Just got your GCSE results, and not sure what to do next?
For some people, passing their GCSEs means making the move into further education. But it’s certainly not the only route you could take after sitting your exams. Especially for anyone looking to earn money right away, or move into an industry which might not need a university degree or higher education qualification to get started.
To help you consider all the options, here are just some of the things you could do after getting your GCSE results.
I got the grades I needed to go to college/sixth form
If you’re looking to move into Year 12, or continue your studies at college, getting the required grades is the ideal scenario.
You can now enjoy a well-deserved summer off, before you return to school. It’s also a good time to consider your next steps. Should you go to university, or do you want to go straight into work after studying (by taking on an apprenticeship, for example).
But first, summer…
Five of the best-paying summer jobs
I didn’t get the grades I wanted
If you didn’t get the results that you were after, there are a few different options on how to proceed.
Appeal – If you think an error was made with your grades you can appeal to have them looked at. This is called ‘requesting a review’, and must be done via your school. You could also ask them to make an appeal to Ofqual. You’ll need to check with the exam board what the deadline is for reviews.

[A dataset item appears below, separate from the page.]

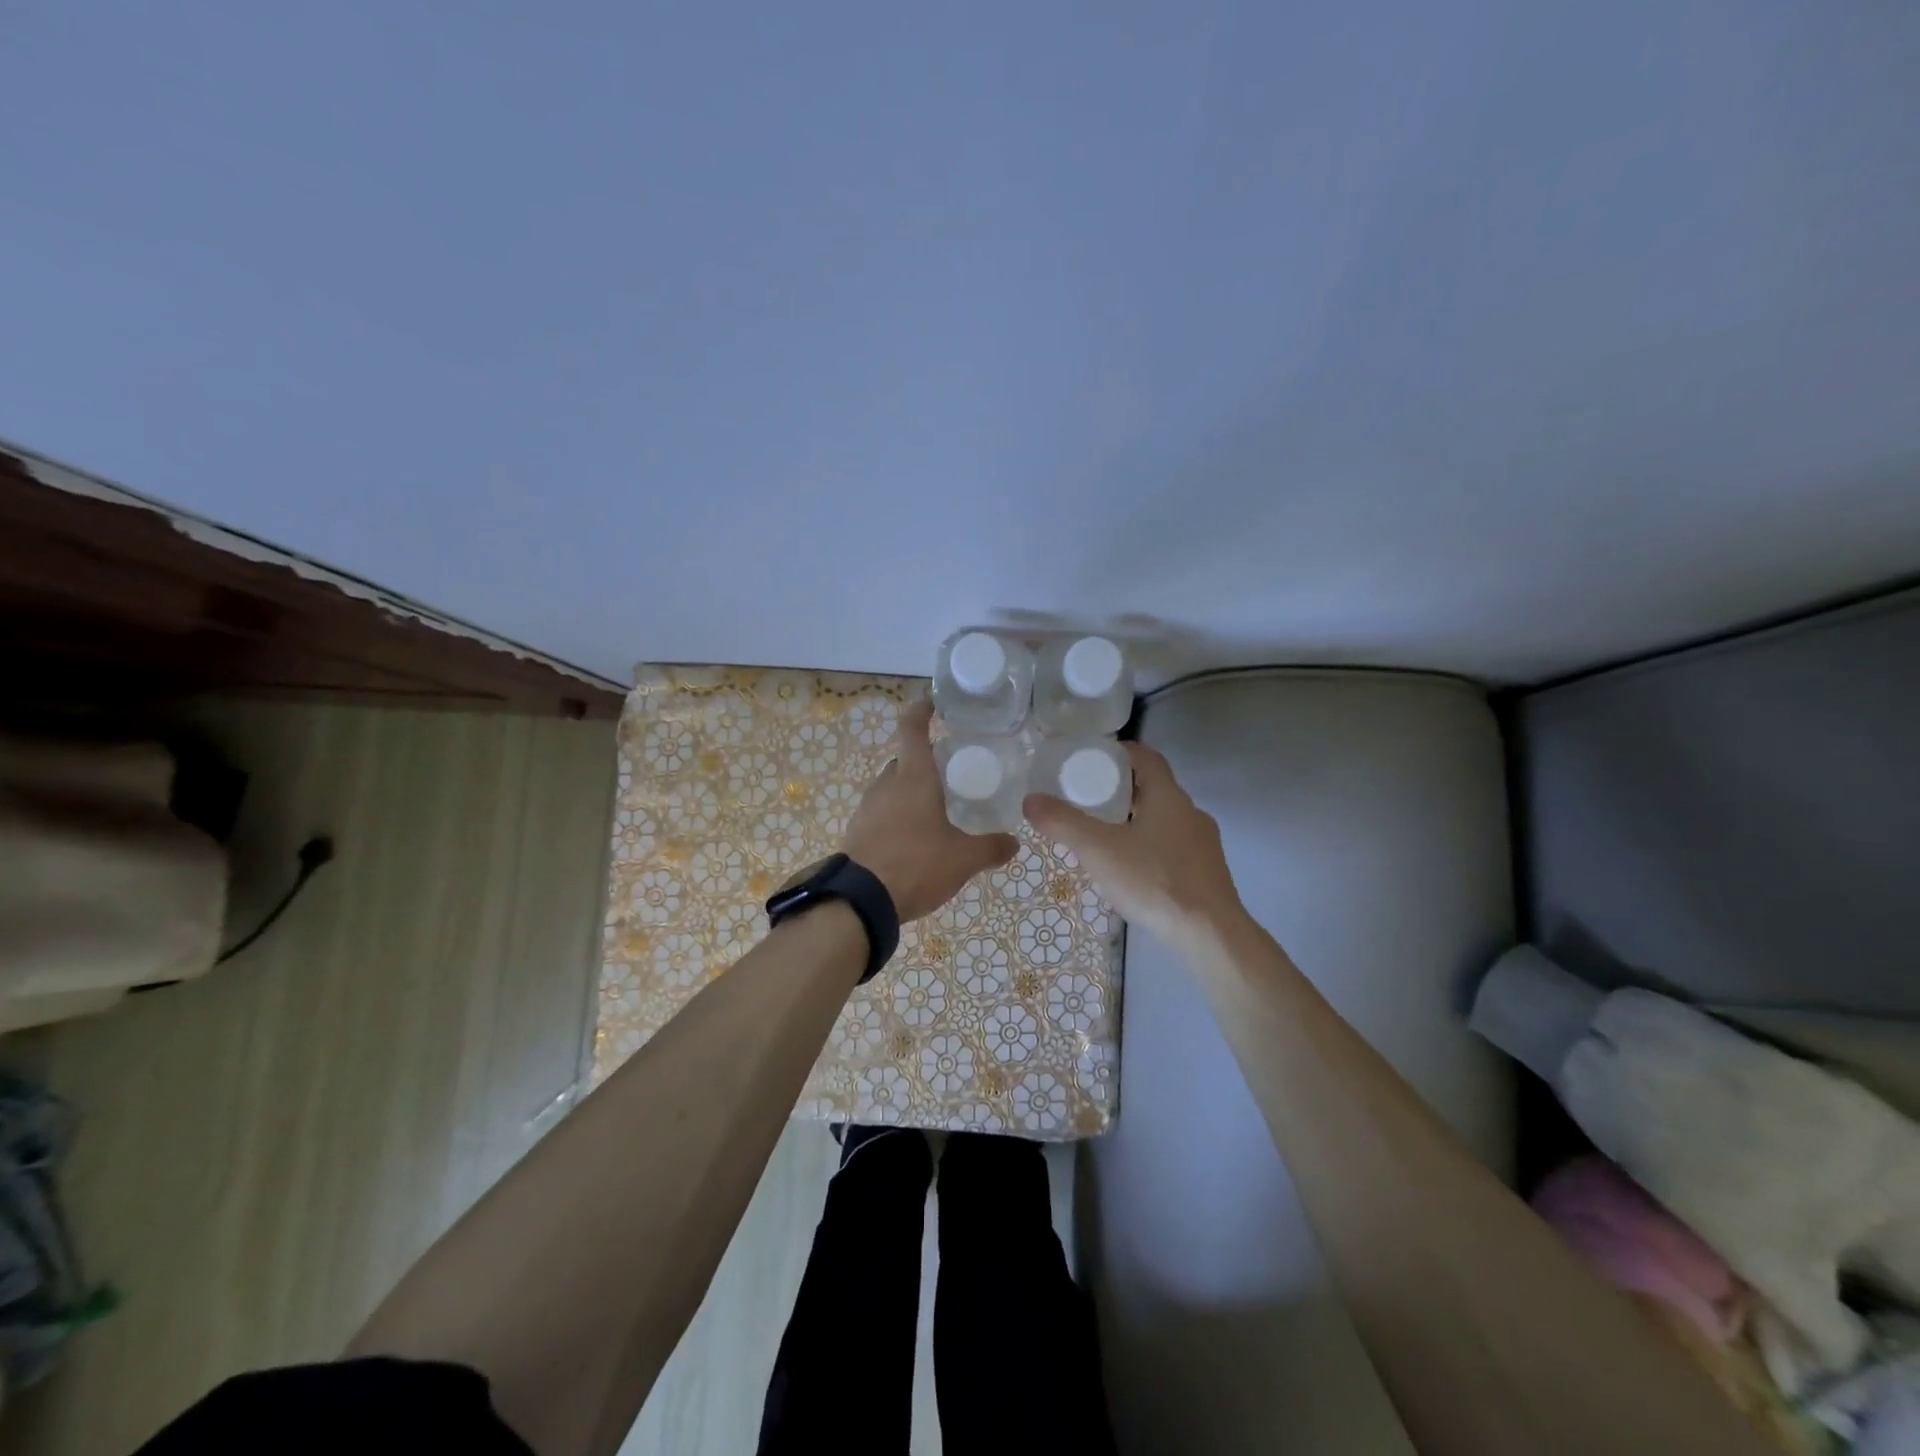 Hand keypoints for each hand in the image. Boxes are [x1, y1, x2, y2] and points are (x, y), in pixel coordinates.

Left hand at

Retakes – If your appeal is unsuccessful, or you want the chance to actually sit your exam, you’ll be able to apply for retakes. These will take place in Autumn for maths and Englis. For all other retakes, you’ll need to take them next year during the normal exam period – and retakes can be managed through your school (although they can also be taken independently for a cost).
A Level and GCSE retakes: Why it’s never too late to resit your exams
I want to continue studying – but not at school
Let’s face it, school isn’t for everyone.
But just because you aren’t a fan of learning in a formal setting, it doesn’t mean you can’t get qualified: with either a regulated, or professional qualification. In fact, there are a lot of courses out there which will allow you to study online, at a time that suits you.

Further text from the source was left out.